**WHAT THE TASK REQUIRES**
From the first line to the last, reproduce the records exactly.

[THE INPUT]

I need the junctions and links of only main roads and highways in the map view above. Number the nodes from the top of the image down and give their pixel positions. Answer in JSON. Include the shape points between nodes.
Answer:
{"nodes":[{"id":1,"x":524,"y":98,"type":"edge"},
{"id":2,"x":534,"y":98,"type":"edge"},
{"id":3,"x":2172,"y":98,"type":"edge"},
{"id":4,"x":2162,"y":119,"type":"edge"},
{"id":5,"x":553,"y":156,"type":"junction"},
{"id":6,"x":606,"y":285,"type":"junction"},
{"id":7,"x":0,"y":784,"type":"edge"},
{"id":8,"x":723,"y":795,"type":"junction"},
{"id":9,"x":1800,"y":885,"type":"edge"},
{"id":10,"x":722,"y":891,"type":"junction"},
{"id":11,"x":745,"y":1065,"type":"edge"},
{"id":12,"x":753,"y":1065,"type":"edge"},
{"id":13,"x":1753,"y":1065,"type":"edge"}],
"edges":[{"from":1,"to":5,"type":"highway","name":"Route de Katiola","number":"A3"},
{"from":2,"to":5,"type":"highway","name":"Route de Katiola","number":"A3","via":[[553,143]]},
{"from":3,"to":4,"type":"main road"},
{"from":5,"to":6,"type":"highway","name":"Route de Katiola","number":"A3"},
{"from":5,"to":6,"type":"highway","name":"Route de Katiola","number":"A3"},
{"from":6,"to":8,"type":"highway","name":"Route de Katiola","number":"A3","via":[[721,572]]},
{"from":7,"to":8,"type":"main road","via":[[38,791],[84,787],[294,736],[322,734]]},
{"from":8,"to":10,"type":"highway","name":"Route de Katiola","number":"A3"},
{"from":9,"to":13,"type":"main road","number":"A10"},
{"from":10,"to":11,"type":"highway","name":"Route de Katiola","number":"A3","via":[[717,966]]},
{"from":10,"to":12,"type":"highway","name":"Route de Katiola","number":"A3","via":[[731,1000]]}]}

[/THE INPUT]

**ANSWER**
I need the junctions and links of only main roads and highways in the map view above. Number the nodes from the top of the image down and give their pixel positions. Answer in JSON. Include the shape points between nodes.
Answer:
{"nodes":[{"id":1,"x":524,"y":98,"type":"edge"},
{"id":2,"x":534,"y":98,"type":"edge"},
{"id":3,"x":2172,"y":98,"type":"edge"},
{"id":4,"x":2162,"y":119,"type":"edge"},
{"id":5,"x":553,"y":156,"type":"junction"},
{"id":6,"x":606,"y":285,"type":"junction"},
{"id":7,"x":0,"y":784,"type":"edge"},
{"id":8,"x":723,"y":795,"type":"junction"},
{"id":9,"x":1800,"y":885,"type":"edge"},
{"id":10,"x":722,"y":891,"type":"junction"},
{"id":11,"x":745,"y":1065,"type":"edge"},
{"id":12,"x":753,"y":1065,"type":"edge"},
{"id":13,"x":1753,"y":1065,"type":"edge"}],
"edges":[{"from":1,"to":5,"type":"highway","name":"Route de Katiola","number":"A3"},
{"from":2,"to":5,"type":"highway","name":"Route de Katiola","number":"A3","via":[[553,143]]},
{"from":3,"to":4,"type":"main road"},
{"from":5,"to":6,"type":"highway","name":"Route de Katiola","number":"A3"},
{"from":5,"to":6,"type":"highway","name":"Route de Katiola","number":"A3"},
{"from":6,"to":8,"type":"highway","name":"Route de Katiola","number":"A3","via":[[721,572]]},
{"from":7,"to":8,"type":"main road","via":[[38,791],[84,787],[294,736],[322,734]]},
{"from":8,"to":10,"type":"highway","name":"Route de Katiola","number":"A3"},
{"from":9,"to":13,"type":"main road","number":"A10"},
{"from":10,"to":11,"type":"highway","name":"Route de Katiola","number":"A3","via":[[717,966]]},
{"from":10,"to":12,"type":"highway","name":"Route de Katiola","number":"A3","via":[[731,1000]]}]}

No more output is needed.